* **DATA EXTRACTS**:
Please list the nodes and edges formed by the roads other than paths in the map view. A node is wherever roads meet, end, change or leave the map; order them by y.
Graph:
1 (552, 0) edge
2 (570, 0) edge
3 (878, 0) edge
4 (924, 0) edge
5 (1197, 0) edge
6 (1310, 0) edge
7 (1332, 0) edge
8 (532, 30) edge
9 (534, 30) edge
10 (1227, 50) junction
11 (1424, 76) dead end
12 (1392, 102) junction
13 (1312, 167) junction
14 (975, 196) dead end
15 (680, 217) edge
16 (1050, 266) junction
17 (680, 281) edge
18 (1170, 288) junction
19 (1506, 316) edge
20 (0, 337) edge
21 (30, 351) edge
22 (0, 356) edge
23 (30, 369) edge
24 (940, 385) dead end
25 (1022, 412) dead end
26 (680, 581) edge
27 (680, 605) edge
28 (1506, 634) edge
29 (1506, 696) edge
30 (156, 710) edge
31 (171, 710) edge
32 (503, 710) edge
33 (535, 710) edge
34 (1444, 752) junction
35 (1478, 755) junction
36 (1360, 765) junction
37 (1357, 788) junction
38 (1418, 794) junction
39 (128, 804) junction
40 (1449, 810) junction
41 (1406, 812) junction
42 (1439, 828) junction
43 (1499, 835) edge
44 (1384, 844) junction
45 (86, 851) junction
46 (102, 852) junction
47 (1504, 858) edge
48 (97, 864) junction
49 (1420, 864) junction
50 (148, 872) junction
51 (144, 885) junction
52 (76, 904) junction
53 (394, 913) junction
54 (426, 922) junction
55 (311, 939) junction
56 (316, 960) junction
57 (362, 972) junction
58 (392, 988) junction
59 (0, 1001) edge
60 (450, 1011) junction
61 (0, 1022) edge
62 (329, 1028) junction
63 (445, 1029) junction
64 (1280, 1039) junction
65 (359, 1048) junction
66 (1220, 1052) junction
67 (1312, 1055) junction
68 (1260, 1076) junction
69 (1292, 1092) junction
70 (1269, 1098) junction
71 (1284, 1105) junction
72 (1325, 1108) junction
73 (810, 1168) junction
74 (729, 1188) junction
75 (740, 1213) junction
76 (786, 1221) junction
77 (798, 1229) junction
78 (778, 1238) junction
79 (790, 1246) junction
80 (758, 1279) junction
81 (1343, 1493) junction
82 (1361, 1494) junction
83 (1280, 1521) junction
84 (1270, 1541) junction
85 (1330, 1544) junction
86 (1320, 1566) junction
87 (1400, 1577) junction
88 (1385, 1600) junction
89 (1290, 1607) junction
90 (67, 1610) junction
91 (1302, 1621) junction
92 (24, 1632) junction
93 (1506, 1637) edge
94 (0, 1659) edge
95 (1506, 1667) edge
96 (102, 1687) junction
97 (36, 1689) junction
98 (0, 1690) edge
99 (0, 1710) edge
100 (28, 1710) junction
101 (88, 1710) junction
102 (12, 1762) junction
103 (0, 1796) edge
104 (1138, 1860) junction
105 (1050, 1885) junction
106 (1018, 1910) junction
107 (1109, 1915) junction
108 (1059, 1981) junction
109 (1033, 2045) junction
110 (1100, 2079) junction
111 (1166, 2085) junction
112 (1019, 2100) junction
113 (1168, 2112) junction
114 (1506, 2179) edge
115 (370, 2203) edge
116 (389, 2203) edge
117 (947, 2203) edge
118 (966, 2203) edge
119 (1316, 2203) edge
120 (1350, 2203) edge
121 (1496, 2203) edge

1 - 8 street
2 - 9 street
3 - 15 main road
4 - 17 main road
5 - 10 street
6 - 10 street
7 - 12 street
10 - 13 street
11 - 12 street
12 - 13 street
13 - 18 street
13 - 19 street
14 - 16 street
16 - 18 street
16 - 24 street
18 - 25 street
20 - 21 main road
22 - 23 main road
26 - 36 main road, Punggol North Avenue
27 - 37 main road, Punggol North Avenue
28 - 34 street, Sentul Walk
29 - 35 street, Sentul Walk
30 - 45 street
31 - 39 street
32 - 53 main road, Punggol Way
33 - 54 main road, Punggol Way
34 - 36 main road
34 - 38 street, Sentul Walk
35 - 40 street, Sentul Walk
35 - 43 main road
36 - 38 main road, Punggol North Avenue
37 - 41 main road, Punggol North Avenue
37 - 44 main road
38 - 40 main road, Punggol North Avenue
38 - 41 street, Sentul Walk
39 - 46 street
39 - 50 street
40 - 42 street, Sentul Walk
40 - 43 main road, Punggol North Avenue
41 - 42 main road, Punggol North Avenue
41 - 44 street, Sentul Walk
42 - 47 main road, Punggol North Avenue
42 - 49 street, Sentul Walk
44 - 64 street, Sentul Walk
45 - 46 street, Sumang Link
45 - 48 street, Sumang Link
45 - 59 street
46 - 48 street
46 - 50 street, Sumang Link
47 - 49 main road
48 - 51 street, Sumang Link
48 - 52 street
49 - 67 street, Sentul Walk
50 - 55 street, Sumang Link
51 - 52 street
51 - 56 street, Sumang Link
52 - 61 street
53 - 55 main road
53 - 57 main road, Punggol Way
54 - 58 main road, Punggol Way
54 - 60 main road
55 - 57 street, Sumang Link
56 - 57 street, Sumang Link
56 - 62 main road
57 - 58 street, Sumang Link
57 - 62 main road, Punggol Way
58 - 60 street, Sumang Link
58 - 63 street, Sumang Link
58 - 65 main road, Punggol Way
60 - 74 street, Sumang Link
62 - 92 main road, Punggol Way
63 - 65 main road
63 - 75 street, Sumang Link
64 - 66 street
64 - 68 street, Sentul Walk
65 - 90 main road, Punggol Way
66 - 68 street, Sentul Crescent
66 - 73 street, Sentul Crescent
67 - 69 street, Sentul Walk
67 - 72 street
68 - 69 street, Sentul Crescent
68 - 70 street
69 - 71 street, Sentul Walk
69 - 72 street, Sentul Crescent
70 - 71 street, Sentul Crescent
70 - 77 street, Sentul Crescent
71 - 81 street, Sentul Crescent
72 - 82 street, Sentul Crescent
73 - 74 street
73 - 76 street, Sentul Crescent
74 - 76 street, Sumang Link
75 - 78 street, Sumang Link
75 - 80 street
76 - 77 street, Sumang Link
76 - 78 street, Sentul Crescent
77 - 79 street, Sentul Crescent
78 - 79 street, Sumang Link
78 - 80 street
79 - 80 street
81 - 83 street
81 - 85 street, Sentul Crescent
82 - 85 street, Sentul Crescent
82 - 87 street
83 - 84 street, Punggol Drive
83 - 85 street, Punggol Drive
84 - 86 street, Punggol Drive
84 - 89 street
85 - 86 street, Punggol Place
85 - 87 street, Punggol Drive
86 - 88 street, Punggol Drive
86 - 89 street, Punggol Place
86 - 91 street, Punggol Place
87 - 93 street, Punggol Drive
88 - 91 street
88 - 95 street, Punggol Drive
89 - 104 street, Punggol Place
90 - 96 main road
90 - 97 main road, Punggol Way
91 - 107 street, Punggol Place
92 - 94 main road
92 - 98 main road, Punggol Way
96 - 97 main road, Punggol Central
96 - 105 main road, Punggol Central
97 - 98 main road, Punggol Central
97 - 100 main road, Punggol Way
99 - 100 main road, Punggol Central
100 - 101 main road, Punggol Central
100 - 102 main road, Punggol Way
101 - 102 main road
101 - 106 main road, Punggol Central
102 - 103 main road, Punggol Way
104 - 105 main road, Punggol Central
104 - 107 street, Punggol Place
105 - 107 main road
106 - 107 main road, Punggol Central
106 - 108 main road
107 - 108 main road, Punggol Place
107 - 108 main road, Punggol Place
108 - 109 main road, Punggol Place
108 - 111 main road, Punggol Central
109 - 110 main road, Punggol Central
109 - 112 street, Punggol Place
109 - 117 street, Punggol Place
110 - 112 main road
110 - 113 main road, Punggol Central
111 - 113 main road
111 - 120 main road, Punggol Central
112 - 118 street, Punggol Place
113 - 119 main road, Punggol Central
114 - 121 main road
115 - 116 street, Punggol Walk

* **THE TASK**: Scan the material above for the string "North", returning each line that contains it.

* **RESPONSE TO THIS EXERCISE**:
26 - 36 main road, Punggol North Avenue
27 - 37 main road, Punggol North Avenue
36 - 38 main road, Punggol North Avenue
37 - 41 main road, Punggol North Avenue
38 - 40 main road, Punggol North Avenue
40 - 43 main road, Punggol North Avenue
41 - 42 main road, Punggol North Avenue
42 - 47 main road, Punggol North Avenue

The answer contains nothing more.